New Palestinian PM to follow in Fayyad's footsteps

Incoming Palestinian prime minister Rami Hamdallah, a little-known academic and political independent, looks set to follow closely in the footsteps of his Western-backed predecessor Salam Fayyad in a move likely to be welcomed by the international community.

Hamdallah, who was named to the post late on Sunday by Palestinian president Mahmud Abbas, is a prestigious linguist who heads one of the top universities in the West Bank but is completely unknown overseas.

On accepting the nomination, Hamdallah quickly pledged to follow a similar path to Fayyad and said he would leave the government lineup largely unchanged.

And he made clear he would quickly step aside in the summer after the formation of a government of national unity comprising Abbas's Fatah party and its Islamist rival, Hamas.

"The new government will be a continuation of the last government, most of the ministers will continue to serve in their positions," he told Voice of Palestine radio on Monday.

His new cabinet, he said, would be an interim step on the road to a unity government comprising Fatah and Hamas as foreseen in an as-yet unfulfilled unity agreement signed in 2011.

Hamdallah's appointment was welcomed by Fatah, which dominates the West Bank-based Palestinian Authority, but rejected by Hamas, which rules the Gaza Strip.

"Rami Hamdallah is a national patriot and an independent and we hope that he can lead the (new) government for three months to give us an opportunity to form a united government with Hamas," said Amin Maqbul, head of the Fatah Revolutionary Council.

But Hamas spokesman Sami Abu Zuhri said Hamdallah's appointment was a carbon copy of what had happened with Fayyad, who was very popular with the West but strongly disliked by the Islamist movement.

"The new government in Ramallah is illegitimate, an extension of the illegal and illegitimate government of Fayyad," he told AFP, saying it only added to the political divide and "bypasses the reconciliation agreement."

Reaction in Israel and abroad was more positive, with Washington welcoming his appointment, and Israeli pundits describing him as "a good man" and a moderate pragmatist vis-a-vis the Jewish state.

US Secretary of State John Kerry, who has been deeply involved in efforts to revive the long-dormant peace process, hailed his nomination, saying it came "at a moment of challenge, which is also an important moment of opportunity."

Although there was no official response from the government, Israeli Defence Minister Moshe Yaalon told a parliamentary committee that Hamdallah was an unknown quantity in political terms.

"We do not know the new prime minister as a statesman but as a professor and we shall see how things develop," he said. "It is to be hoped that we shall find ourselves faced with pragmatic people."

Israeli officials quoted by army radio said the new Palestinian prime minister was "a moderate and a pragmatist who will follow the same political line as his predecessor."

He was, they said, someone who "knows how to speak to the West."

But sources quoted by Haaretz newspaper said it was unlikely he would be able to shape the political map.

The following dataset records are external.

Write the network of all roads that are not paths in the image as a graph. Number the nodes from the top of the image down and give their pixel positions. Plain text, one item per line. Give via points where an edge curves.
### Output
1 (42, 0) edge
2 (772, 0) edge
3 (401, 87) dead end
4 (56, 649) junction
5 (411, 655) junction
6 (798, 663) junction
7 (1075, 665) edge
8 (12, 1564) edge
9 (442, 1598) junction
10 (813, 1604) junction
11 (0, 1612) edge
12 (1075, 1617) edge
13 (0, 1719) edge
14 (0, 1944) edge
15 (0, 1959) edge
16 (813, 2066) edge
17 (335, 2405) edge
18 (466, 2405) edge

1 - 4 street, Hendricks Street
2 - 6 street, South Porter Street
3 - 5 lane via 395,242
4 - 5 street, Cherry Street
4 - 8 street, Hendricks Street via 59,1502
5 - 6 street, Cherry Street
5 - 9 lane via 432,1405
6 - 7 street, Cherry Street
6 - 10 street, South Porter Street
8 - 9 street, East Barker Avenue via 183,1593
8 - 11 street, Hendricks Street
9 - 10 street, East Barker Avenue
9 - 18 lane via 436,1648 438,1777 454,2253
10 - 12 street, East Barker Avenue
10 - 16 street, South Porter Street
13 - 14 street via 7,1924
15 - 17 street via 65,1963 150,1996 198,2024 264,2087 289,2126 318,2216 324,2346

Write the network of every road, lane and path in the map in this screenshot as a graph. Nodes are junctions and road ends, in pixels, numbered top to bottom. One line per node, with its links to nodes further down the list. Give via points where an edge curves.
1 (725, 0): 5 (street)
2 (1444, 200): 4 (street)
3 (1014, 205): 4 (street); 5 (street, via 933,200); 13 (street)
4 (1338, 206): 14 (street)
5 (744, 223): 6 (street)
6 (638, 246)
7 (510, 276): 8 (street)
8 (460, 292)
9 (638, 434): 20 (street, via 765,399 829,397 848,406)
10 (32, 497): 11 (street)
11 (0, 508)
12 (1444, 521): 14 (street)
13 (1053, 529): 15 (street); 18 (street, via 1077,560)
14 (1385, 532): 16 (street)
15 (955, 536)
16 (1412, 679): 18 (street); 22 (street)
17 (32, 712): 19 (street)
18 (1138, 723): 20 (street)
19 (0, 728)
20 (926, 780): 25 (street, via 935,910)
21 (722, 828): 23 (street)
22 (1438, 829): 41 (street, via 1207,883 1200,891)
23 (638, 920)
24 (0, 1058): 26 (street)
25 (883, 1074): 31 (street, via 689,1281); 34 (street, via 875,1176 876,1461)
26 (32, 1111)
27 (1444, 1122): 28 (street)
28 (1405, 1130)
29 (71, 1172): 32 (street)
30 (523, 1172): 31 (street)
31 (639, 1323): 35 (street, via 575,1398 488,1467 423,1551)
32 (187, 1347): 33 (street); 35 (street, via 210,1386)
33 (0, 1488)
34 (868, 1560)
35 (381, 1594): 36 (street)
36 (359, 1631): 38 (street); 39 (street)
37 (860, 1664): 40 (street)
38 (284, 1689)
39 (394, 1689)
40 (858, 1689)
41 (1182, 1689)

"Hamdallah is considered moderate and pragmatic as far as Israel and the peace process goes but it is doubtful that he will have any influence in the foreseeable future," it said.

And the paper's diplomatic correspondent said he had taken on a Sisyphean task, assuming overnight "the most thankless job in the West Bank."

"His chances of success are so low that some would say agreeing to take the post is akin to taking a suicide mission," wrote Barak Ravid.

"Hamdallah will have to persuade the United States and the other donor states that he is a serious, honest, corruption-free partner, at least as much as Fayyad was," he wrote.

Fayyad was widely respected by the international community for building a sound institutional framework for the Palestinian Authority, and his resignation sparked concern over who would take up his mantle.

Israel had also built a working relationship with Fayyad, particularly over security cooperation, with pundits suggesting his departure could harm the Jewish state's willingness to promote economic measures in the West Bank.

"Hamdallah does not enjoy the international status of his predecessor and is relatively unknown in Washington and in European capitals. If the West sense that there is no responsible adult safeguarding the Palestinian coffers, the donations that keep the Palestinian Authority alive will soon be halted," Ravid said.

Fayyad's departure comes at the worst time for Kerry, who has been battling to revive peace talks after a nearly three-year hiatus, and who has pledged to push through a $4 billion plan to develop the Palestinian economy.